Return each line of the entries that mentions the word "Bentley".

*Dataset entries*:

::::

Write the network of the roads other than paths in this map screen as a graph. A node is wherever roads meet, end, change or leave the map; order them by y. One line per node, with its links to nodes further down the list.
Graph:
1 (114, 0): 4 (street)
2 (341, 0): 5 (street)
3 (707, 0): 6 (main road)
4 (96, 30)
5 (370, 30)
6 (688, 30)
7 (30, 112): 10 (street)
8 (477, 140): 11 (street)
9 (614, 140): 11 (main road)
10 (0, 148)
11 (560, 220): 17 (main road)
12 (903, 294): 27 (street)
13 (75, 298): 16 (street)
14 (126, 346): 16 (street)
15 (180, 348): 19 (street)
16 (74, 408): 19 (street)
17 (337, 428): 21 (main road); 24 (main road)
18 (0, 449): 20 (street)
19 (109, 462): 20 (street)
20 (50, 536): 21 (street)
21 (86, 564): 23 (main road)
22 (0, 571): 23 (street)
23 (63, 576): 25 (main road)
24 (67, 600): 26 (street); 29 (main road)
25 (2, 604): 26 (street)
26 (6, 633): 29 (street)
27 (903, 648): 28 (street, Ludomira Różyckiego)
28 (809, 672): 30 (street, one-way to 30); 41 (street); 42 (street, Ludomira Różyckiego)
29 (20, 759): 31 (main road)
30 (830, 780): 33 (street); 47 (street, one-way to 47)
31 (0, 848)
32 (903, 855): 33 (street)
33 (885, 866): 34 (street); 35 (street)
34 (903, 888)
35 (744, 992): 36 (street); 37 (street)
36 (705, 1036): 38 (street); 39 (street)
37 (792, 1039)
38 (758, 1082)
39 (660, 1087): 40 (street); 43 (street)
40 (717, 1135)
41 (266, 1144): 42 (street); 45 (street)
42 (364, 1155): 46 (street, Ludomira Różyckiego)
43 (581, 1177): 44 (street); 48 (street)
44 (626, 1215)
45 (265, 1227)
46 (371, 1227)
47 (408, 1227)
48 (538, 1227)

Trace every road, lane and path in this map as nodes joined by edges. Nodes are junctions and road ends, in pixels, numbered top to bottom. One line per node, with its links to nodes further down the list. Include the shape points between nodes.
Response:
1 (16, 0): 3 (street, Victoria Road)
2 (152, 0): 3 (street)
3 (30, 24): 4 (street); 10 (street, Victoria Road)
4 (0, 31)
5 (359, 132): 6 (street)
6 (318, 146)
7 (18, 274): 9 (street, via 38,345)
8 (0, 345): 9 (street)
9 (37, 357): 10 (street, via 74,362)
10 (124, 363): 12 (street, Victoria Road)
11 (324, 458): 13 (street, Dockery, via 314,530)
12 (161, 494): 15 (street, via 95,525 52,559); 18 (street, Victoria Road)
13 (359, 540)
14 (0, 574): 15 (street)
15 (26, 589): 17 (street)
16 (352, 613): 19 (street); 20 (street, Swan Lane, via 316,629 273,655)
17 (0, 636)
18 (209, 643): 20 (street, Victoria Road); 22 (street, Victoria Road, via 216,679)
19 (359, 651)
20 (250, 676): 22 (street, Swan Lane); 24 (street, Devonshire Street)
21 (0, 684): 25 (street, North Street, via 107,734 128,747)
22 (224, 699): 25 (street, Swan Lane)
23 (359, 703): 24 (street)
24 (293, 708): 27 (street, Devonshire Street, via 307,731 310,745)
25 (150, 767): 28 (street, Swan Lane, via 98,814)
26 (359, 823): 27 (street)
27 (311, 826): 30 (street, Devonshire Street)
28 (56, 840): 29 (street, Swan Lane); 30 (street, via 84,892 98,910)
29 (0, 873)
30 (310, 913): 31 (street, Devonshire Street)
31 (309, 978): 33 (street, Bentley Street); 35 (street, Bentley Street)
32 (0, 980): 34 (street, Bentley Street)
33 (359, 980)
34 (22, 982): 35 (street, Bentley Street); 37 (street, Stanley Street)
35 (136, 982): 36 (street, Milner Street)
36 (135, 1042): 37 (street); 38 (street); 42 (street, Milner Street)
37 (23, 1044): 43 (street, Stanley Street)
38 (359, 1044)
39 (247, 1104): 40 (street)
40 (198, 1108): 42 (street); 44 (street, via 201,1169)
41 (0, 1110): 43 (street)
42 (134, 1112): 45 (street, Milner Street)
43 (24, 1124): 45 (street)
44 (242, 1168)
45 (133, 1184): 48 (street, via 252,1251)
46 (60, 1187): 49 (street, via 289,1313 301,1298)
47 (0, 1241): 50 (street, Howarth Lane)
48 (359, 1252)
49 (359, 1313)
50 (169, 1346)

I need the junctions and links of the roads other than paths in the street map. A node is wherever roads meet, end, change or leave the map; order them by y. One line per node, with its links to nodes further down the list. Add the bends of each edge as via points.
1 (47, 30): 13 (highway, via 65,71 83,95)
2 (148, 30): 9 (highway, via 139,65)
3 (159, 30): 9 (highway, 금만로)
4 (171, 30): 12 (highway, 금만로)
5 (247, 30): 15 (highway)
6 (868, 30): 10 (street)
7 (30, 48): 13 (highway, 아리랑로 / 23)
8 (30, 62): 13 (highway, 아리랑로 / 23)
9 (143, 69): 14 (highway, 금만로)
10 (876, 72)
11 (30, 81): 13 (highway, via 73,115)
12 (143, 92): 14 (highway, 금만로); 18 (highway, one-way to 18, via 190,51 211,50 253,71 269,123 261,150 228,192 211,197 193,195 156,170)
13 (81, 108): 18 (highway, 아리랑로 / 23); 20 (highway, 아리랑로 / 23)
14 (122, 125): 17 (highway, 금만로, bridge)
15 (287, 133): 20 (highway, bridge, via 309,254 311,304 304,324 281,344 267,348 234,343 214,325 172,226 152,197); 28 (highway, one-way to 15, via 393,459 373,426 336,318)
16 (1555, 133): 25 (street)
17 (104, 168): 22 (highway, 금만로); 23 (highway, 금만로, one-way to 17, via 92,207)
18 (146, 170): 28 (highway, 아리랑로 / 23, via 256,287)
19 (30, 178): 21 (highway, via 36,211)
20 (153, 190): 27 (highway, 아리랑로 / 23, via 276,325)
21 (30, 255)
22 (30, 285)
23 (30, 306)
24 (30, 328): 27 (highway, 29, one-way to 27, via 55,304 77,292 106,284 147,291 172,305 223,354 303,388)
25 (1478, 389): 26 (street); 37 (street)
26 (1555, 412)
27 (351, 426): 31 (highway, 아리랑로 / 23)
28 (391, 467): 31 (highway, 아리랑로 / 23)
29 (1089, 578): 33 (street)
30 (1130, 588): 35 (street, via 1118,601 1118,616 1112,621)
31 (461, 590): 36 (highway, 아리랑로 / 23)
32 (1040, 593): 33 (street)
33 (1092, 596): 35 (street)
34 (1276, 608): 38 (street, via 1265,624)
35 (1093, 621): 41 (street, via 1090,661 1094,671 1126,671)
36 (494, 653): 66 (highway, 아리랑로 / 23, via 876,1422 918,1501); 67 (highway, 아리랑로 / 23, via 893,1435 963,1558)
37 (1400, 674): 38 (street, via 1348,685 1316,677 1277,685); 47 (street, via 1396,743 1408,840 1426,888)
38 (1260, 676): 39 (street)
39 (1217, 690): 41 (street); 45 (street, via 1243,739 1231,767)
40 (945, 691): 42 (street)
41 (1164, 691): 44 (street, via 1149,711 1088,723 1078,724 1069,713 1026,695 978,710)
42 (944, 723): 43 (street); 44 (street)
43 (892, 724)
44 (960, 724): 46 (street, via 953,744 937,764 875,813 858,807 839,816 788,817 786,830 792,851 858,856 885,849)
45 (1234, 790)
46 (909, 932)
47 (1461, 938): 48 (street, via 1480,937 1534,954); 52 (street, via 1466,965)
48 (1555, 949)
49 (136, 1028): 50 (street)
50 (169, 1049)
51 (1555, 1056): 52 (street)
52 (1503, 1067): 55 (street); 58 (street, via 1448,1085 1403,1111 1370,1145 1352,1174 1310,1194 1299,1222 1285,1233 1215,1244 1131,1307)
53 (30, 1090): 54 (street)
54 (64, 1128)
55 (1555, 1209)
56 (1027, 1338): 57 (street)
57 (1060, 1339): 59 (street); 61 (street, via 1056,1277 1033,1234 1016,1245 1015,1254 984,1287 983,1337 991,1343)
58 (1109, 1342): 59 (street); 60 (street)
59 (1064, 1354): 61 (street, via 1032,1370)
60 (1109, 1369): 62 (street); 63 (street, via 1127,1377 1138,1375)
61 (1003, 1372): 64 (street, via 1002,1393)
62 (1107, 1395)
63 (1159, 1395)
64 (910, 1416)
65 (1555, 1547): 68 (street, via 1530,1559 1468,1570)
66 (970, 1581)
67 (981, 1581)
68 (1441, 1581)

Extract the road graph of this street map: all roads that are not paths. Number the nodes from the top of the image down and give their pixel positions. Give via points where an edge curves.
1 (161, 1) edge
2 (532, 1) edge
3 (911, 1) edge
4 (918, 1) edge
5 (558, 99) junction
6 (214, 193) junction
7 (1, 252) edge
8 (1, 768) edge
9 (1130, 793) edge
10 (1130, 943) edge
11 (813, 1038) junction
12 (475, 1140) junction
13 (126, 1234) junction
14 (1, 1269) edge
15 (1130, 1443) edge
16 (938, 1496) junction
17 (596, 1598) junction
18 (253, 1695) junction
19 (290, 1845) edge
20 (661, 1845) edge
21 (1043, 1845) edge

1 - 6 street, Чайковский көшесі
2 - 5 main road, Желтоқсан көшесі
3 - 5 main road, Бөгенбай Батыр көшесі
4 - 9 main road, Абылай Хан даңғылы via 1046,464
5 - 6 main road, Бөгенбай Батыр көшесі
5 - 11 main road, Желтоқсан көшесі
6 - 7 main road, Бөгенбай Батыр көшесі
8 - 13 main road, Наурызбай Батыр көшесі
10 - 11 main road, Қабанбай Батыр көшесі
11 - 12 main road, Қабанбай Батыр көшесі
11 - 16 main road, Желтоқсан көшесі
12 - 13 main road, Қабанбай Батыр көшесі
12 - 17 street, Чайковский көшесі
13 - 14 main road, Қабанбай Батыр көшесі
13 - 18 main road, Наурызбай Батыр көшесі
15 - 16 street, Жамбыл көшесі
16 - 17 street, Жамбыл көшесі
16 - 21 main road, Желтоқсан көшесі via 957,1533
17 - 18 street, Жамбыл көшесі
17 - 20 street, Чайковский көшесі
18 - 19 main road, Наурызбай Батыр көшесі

::::

*Exercise output*:
31 (309, 978): 33 (street, Bentley Street); 35 (street, Bentley Street)
32 (0, 980): 34 (street, Bentley Street)
34 (22, 982): 35 (street, Bentley Street); 37 (street, Stanley Street)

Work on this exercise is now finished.